S’il répugne du reste qu’une obligation puisse s’imposer au Tout-Puissant du dehors, au moins peut-il se lier lui-même librement par telle convention qui lui plaît. C’est pourquoi, d’après Suarez, autant le mérite de condigno est inconcevable sans une convention divine qui le fonde, autant il s’explique facilement une fois cette convention admise. Opusc, vi, sect. ii, n. 54, p. 548 ; De mer., n. 23, 25, p. 205. Comme en témoigne à maintes reprises la Sainte Écriture, Dieu s’est ainsi fréquemment engagé envers nous par des pactes. Opusc. vi, sect. ii, n. 18, p. 534. En pareil cas son indépendance absolue reste entièrement sauve, puisque nous n’acquérons par là de droit sur lui que dans la mesure où il y a consenti. Ses autres attributs n’en sont pas non plus diminués, puisqu’il lui est aisé de tenir parole sans rien perdre de son être et de ses perfections. Le droit qui nous est ainsi conféré n’en est pas moins très réel et propre à établir entre les contractants des relations de stricte justice. Car il ne provient pas uniquement d’une promesse qui n’intéresserait que la fidélité divine et assurerait un profit très supérieur aux efforts déployés pour l’obtenir. Il s’appuie aussi sur la valeur intrinsèque de nos œuvres surnaturelles, qui, de soi, sont dignes du ciel, dès avant que le Seigneur ne se soit engagé à leur donner un salaire.

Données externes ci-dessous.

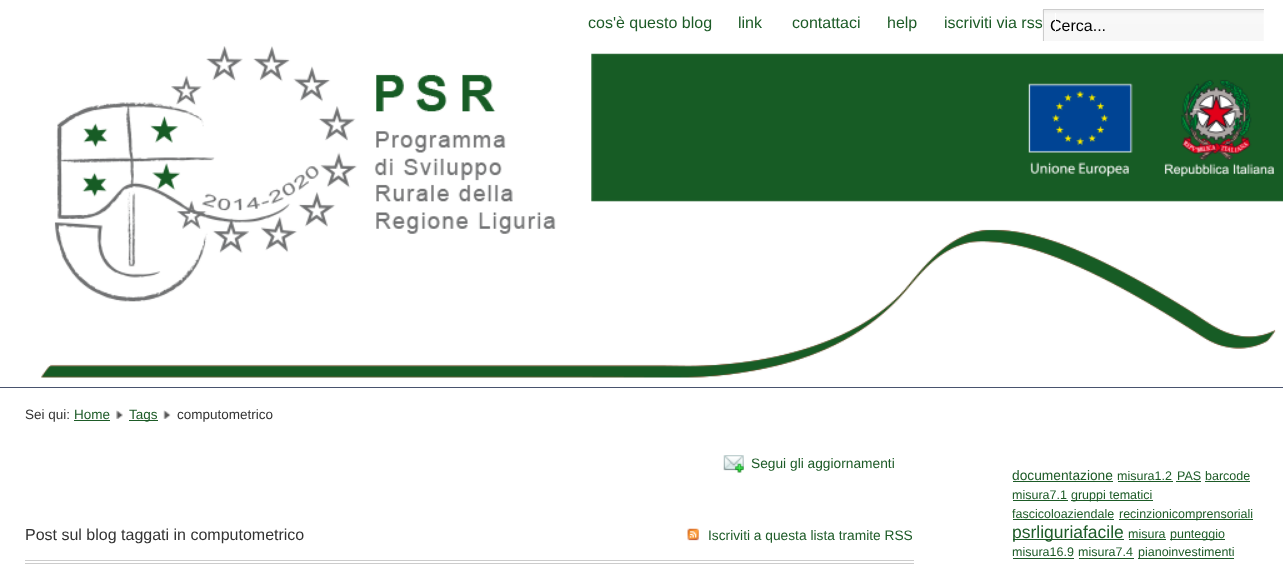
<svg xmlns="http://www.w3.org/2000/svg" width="1283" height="581">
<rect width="100%" height="100%" fill="#fff"/>
<rect y="387" width="1283" height="1" fill="#0c1a3e"/>
<image x="0" y="25" width="1283" height="363" href="media/2.png"/>
<text x="588" y="28" style="font-family:Liberation Sans;font-size:16px;fill:#1d5b27">cos'è questo blog</text>
<text x="738" y="28" style="font-family:Liberation Sans;font-size:16px;fill:#1d5b27">link</text>
<text x="792" y="28" style="font-family:Liberation Sans;font-size:16px;fill:#1d5b27">contattaci</text>
<text x="887" y="28" style="font-family:Liberation Sans;font-size:16px;fill:#1d5b27">help</text>
<text x="944" y="28" style="font-family:Liberation Sans;font-size:16px;fill:#1d5b27">iscriviti via rss</text>
<image x="1042" y="10" width="222" height="31" href="media/1.png"/>
<text x="1050" y="31" style="font-family:Liberation Sans;font-size:16px;fill:#000">Cerca...</text>
<rect x="1055" y="13" width="1" height="18" fill="#fff"/>
<rect x="1043" y="9" width="221" height="1" fill="#ccc"/>
<rect x="1043" y="9" width="1" height="32" fill="#ccc"/>
<text x="25" y="419" style="font-family:Liberation Sans;font-size:13.5px;fill:#333">Sei qui:</text>
<text x="74" y="419" style="font-family:Liberation Sans;font-size:13.5px;fill:#1d5b27">Home</text>
<rect x="74" y="420" width="36" height="1" fill="#1d5b27"/>
<image x="116" y="410" width="7" height="9" href="media/3.png"/>
<rect x="129" y="420" width="29" height="1" fill="#1d5b27"/>
<text x="129" y="419" style="font-family:Liberation Sans;font-size:13.5px;fill:#1d5b27">Tags</text>
<image x="163" y="410" width="8" height="9" href="media/4.png"/>
<text x="177" y="419" style="font-family:Liberation Sans;font-size:13.5px;fill:#333">computometrico</text>
<image x="723" y="455" width="21" height="18" href="media/5.png"/>
<text x="751" y="468" style="font-family:Liberation Sans;font-size:13.75px;fill:#1d5b27">Segui gli aggiornamenti</text>
<rect x="25" y="560" width="889" height="1" fill="#ccc"/>
<rect x="25" y="563" width="889" height="1" fill="#ccc"/>
<text x="25" y="540" style="font-family:Liberation Sans;font-size:16px;fill:#333">Post sul blog taggati in computometrico</text>
<image x="687" y="528" width="12" height="13" href="media/6.png"/>
<text x="708" y="540" style="font-family:Liberation Sans;font-size:13.75px;fill:#1d5b27">Iscriviti a questa lista tramite RSS</text>
<text x="1012" y="480" style="font-family:Liberation Sans;font-size:13.75px;fill:#1d5b27">documentazione</text>
<rect x="1013" y="481" width="100" height="1" fill="#1d5b27"/>
<text x="1117" y="480" style="font-family:Liberation Sans;font-size:12.5px;fill:#1d5b27">misura1.2</text>
<rect x="1118" y="481" width="55" height="1" fill="#1d5b27"/>
<text x="1177" y="480" style="font-family:Liberation Sans;font-size:12.5px;fill:#1d5b27">PAS</text>
<rect x="1176" y="481" width="25" height="1" fill="#1d5b27"/>
<text x="1205" y="480" style="font-family:Liberation Sans;font-size:12.5px;fill:#1d5b27">barcode</text>
<rect x="1205" y="481" width="45" height="1" fill="#1d5b27"/>
<text x="1012" y="499" style="font-family:Liberation Sans;font-size:12.5px;fill:#1d5b27">misura7.1</text>
<rect x="1013" y="500" width="55" height="1" fill="#1d5b27"/>
<rect x="1071" y="500" width="82" height="1" fill="#1d5b27"/>
<text x="1071" y="499" style="font-family:Liberation Sans;font-size:12.5px;fill:#1d5b27">gruppi tematici</text>
<text x="1012" y="518" style="font-family:Liberation Sans;font-size:12.5px;fill:#1d5b27">fascicoloaziendale</text>
<rect x="1013" y="519" width="101" height="1" fill="#1d5b27"/>
<rect x="1119" y="519" width="134" height="1" fill="#1d5b27"/>
<text x="1119" y="518" style="font-family:Liberation Sans;font-size:12.5px;fill:#1d5b27">recinzionicomprensoriali</text>
<rect x="1013" y="539" width="111" height="1" fill="#1d5b27"/>
<text x="1012" y="538" style="font-family:Liberation Sans;font-size:17.5px;fill:#1d5b27">psrliguriafacile</text>
<text x="1128" y="538" style="font-family:Liberation Sans;font-size:12.5px;fill:#1d5b27">misura</text>
<rect x="1129" y="539" width="37" height="1" fill="#1d5b27"/>
<rect x="1170" y="539" width="55" height="1" fill="#1d5b27"/>
<text x="1170" y="538" style="font-family:Liberation Sans;font-size:12.5px;fill:#1d5b27">punteggio</text>
<text x="1012" y="556" style="font-family:Liberation Sans;font-size:12.5px;fill:#1d5b27">misura16.9</text>
<rect x="1013" y="558" width="61" height="1" fill="#1d5b27"/>
<text x="1078" y="556" style="font-family:Liberation Sans;font-size:12.5px;fill:#1d5b27">misura7.4</text>
<rect x="1079" y="558" width="55" height="1" fill="#1d5b27"/>
<rect x="1138" y="558" width="96" height="1" fill="#1d5b27"/>
<text x="1138" y="556" style="font-family:Liberation Sans;font-size:12.5px;fill:#1d5b27">pianoinvestimenti</text>
</svg>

C’est pourquoi, l'équivalence entre nos mérites et la gloire éternelle fournissant matière à un échange de biens proportionnés, et l’engagement pris par Dieu de payer nos services à leur prix donnant à cet échange la force obligatoire d’un contrat, c’est bien au nom d’une vraie justice commutative que nous sera ouverte l’entrée de la béatitude. De mer., c. xxx, n. 29, 30, 40, p. 208.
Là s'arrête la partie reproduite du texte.